Taehyung gives him images of a journey. Of the two of them swimming, Jimin carried on Taehyung’s back when he needs to sleep. Of Jimin hunting, and bringing them meals, and guarding Taehyung as he rests at the surface in his short, shallow fits of sleep. The ocean blue and unending in front of them, the reef waiting, the promise of something new to follow. There’s a hope, there, that Jimin remembers from the cramped pain of the aquarium. The type that Taehyung hadn’t let himself feel, for four years trapped by himself among humans.

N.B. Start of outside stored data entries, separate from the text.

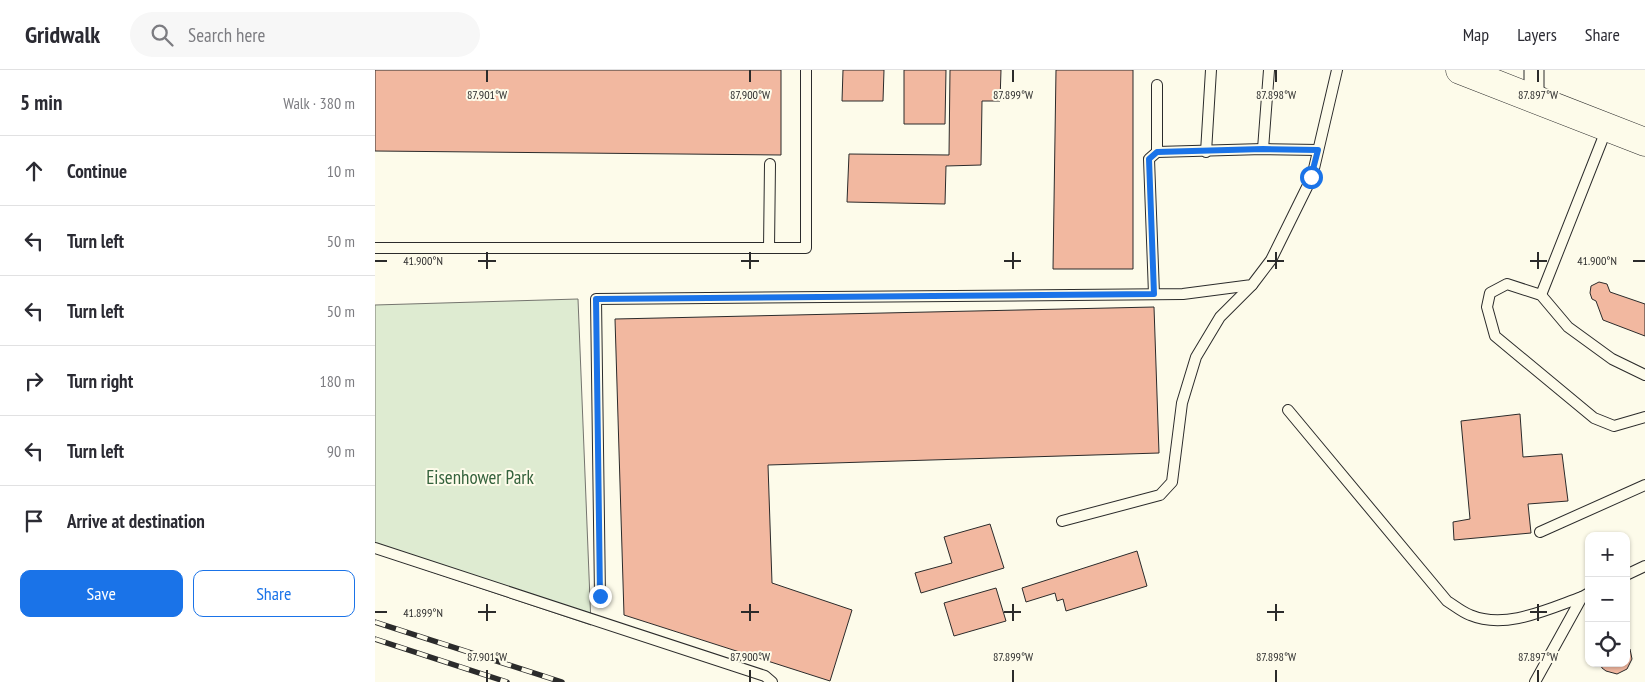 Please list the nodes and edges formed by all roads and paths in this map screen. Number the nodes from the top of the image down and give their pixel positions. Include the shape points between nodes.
1 (806, 70) edge
2 (1211, 70) edge
3 (1269, 70) edge
4 (1337, 70) edge
5 (1460, 70) edge
6 (1534, 70) edge
7 (1157, 85) dead end
8 (1534, 98) junction
9 (1607, 127) junction
10 (1645, 142) edge
11 (1263, 149) junction
12 (1318, 150) junction
13 (1157, 152) junction
14 (1206, 152) junction
15 (770, 164) dead end
16 (375, 248) edge
17 (769, 248) junction
18 (1252, 285) junction
19 (1154, 294) junction
20 (1541, 295) junction
21 (1645, 374) edge
22 (1288, 410) dead end
23 (1645, 417) edge
24 (1645, 485) edge
25 (1062, 521) dead end
26 (1540, 532) dead end
27 (375, 548) edge
28 (1645, 566) edge
29 (1630, 574) edge
30 (1585, 595) edge
31 (600, 596) dead end
32 (772, 682) edge
33 (1535, 682) edge

1 - 17 lane via 806,248
2 - 14 lane
3 - 11 lane
4 - 12 lane
5 - 8 main road
6 - 8 street
7 - 13 lane
8 - 9 main road
9 - 10 main road
9 - 20 lane
11 - 12 lane
11 - 14 lane
12 - 18 lane via 1311,177 1275,252
13 - 14 lane
13 - 19 lane via 1149,159
15 - 17 lane
16 - 17 lane
18 - 19 lane via 1183,294
18 - 25 lane via 1219,317 1196,357 1183,403 1173,482 1160,495
19 - 31 lane via 596,299
20 - 21 lane via 1568,327 1612,359
20 - 23 lane via 1507,284 1490,293 1487,307 1495,336 1594,418 1614,426
22 - 30 lane via 1447,601 1471,616 1495,621 1523,617
24 - 26 lane
27 - 32 lane via 765,676
28 - 29 lane
30 - 33 lane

The ocean is home for both of them, Jimin knows. He knows it as sure as whale song, as sure as the arms around him, as sure as the presence of Taehyung’s touch against his mind.
But Taehyung is his home too, now, Jimin thinks. There isn’t a Jimin without him, any longer.
Jimin lets himself be held, and breathes in the salt touch of the ocean, and surrenders himself to Taehyung’s arms and the soft, inexorable pull of the tides.